Counting for Ruby Counting for Ruby

Project Location
The Islais Creek Channel at the end of Indiana Street south of Cesar Chavez in the Dogpatch. This is where Ruby Rodriguez, a transgender sex worker, was strangled to death and left naked on the sidewalk.

About the Project
On March 19, 2007, Ruby Rodriguez, also known as Ruby Ordenana, was found strangled to death and naked on the sidewalk near Indiana Street and Cesar Chavez in San Francisco’s Dogpatch neighborhood. The local news coverage of this event was slow to materialize probably in a large part due to the fact that Ruby was a transgender sex worker who had immigrated from Nicaragua. After the initial reports, coverage has died down and there are is no word about possible leads in the murder investigation.

Statistics regarding the number of transgender individuals killed every year are nearly impossible to compile because they are based only on what has been reported. Obviously, it is impossible to know how many more murders go unreported. Cases of transgender hate crime rarely receive attention from the mainstream media and when they do, reporters almost never acknowledge the pervasiveness of these hate crimes. What’s more is that the victims of transgender hate crimes often are subjected to what pathologists call Overkill Syndrome, where a victim is brutalized much worse than is necessary to kill them. If you look a sampling how many transgender hate crime victims are killed, you will see things such as being "stabbed multiple times", "stoned to death", and "genitals and throat cut".

Sociologist and author Michael Kimmel, notes that the overkilling aspect of transgender murders often arise because "it’s about a kind of rejection of that sexuality. It’s kind of like purging – not just by murdering something – but by annihilating it; by making it as if it never existed."

Everyday, as part of the Counting for Ruby project, I visit the site where her body was found and place a yellow Post-it note with the number of the days since her murder happened on it. This artifact is left as a reminder to myself and to the community that Ruby's murder is still unsolved. By doing this, I hope to keep her memory alive and her existence felt by posting a new note each day until the murder is solved.
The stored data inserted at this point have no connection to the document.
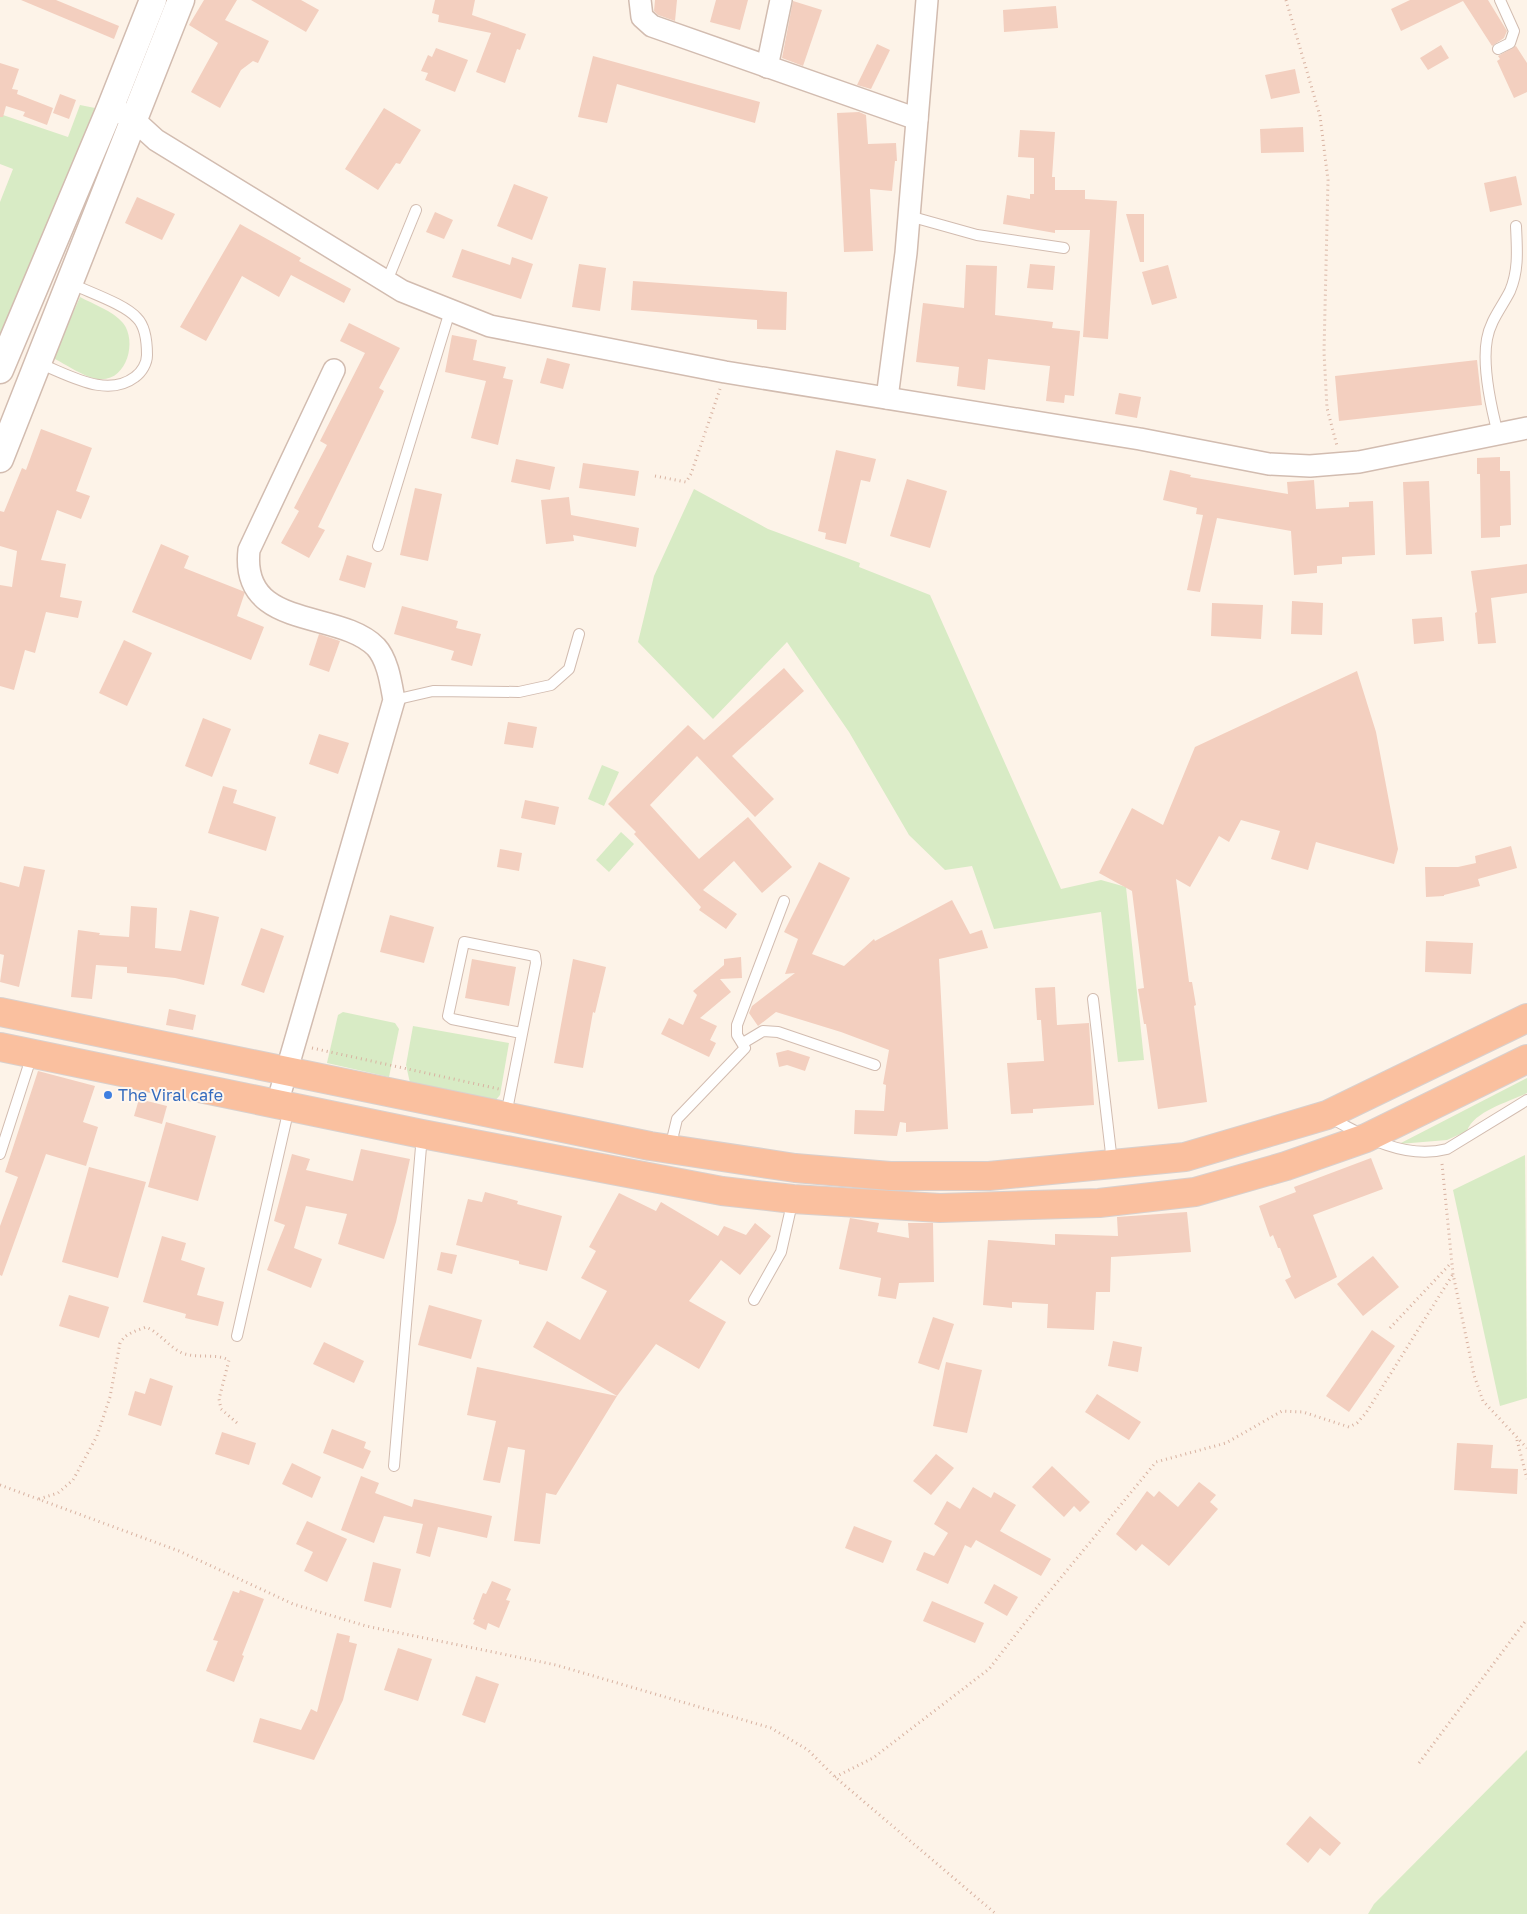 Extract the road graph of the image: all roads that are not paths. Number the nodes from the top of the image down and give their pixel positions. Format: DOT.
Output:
graph roads {
  1 [pos="153,0"];
  2 [pos="181,0"];
  3 [pos="640,0"];
  4 [pos="781,0"];
  5 [pos="927,0"];
  6 [pos="1500,0"];
  7 [pos="1498,49"];
  8 [pos="767,67"];
  9 [pos="122,113"];
  10 [pos="917,119"];
  11 [pos="416,210"];
  12 [pos="909,216"];
  13 [pos="1516,226"];
  14 [pos="1064,248"];
  15 [pos="387,281"];
  16 [pos="69,282"];
  17 [pos="450,312"];
  18 [pos="38,363"];
  19 [pos="0,370"];
  20 [pos="334,370"];
  21 [pos="887,398"];
  22 [pos="1527,428"];
  23 [pos="1498,434"];
  24 [pos="0,459"];
  25 [pos="378,546"];
  26 [pos="579,634"];
  27 [pos="394,700"];
  28 [pos="784,901"];
  29 [pos="1093,1000"];
  30 [pos="0,1012"];
  31 [pos="1527,1018"];
  32 [pos="522,1033"];
  33 [pos="743,1043"];
  34 [pos="0,1047"];
  35 [pos="33,1054"];
  36 [pos="1527,1059"];
  37 [pos="875,1065"];
  38 [pos="286,1071"];
  39 [pos="1527,1100"];
  40 [pos="508,1104"];
  41 [pos="283,1106"];
  42 [pos="1327,1115"];
  43 [pos="422,1134"];
  44 [pos="1366,1138"];
  45 [pos="660,1147"];
  46 [pos="0,1154"];
  47 [pos="1112,1164"];
  48 [pos="642,1176"];
  49 [pos="793,1199"];
  50 [pos="754,1300"];
  51 [pos="237,1336"];
  52 [pos="394,1466"];
  1 -- 9 [label="street"];
  2 -- 9 [label="street"];
  3 -- 8 [label="street"];
  4 -- 8 [label="street"];
  5 -- 10 [label="street"];
  6 -- 7 [label="lane"];
  8 -- 10 [label="street"];
  9 -- 15 [label="street"];
  9 -- 16 [label="street"];
  9 -- 19 [label="street"];
  10 -- 12 [label="street"];
  11 -- 15 [label="lane"];
  12 -- 14 [label="lane"];
  12 -- 21 [label="street"];
  13 -- 23 [label="lane"];
  15 -- 17 [label="street"];
  16 -- 18 [label="street"];
  16 -- 18 [label="lane"];
  17 -- 21 [label="street"];
  17 -- 25 [label="lane"];
  18 -- 24 [label="street"];
  20 -- 27 [label="street"];
  21 -- 23 [label="street"];
  22 -- 23 [label="street"];
  26 -- 27 [label="lane"];
  27 -- 38 [label="street"];
  28 -- 33 [label="lane"];
  29 -- 47 [label="lane"];
  30 -- 38 [label="highway"];
  31 -- 42 [label="highway"];
  32 -- 32 [label="lane"];
  32 -- 40 [label="lane"];
  33 -- 37 [label="lane"];
  33 -- 45 [label="lane"];
  34 -- 35 [label="highway"];
  35 -- 41 [label="highway"];
  35 -- 46 [label="lane"];
  36 -- 44 [label="highway"];
  38 -- 40 [label="highway"];
  38 -- 41 [label="street"];
  39 -- 44 [label="lane"];
  40 -- 45 [label="highway"];
  41 -- 43 [label="highway"];
  41 -- 51 [label="lane"];
  42 -- 44 [label="lane"];
  42 -- 47 [label="highway"];
  43 -- 48 [label="highway"];
  43 -- 52 [label="lane"];
  44 -- 49 [label="highway"];
  45 -- 47 [label="highway"];
  45 -- 48 [label="highway"];
  48 -- 49 [label="highway"];
  49 -- 50 [label="lane"];
}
As is the case with many transgender murder cases, there is a good chance that the murderer(s) may never get caught. But that is the point.

It is only because we, as individuals, allow violence against transgender people to go largely unnoticed, that it can continue to happen with such frequency and with little repercussions for the perpetrators or these crimes. By doing nothing and putting this issue in the back of our collective consciousness, we are, in many ways, saying that it is OK. 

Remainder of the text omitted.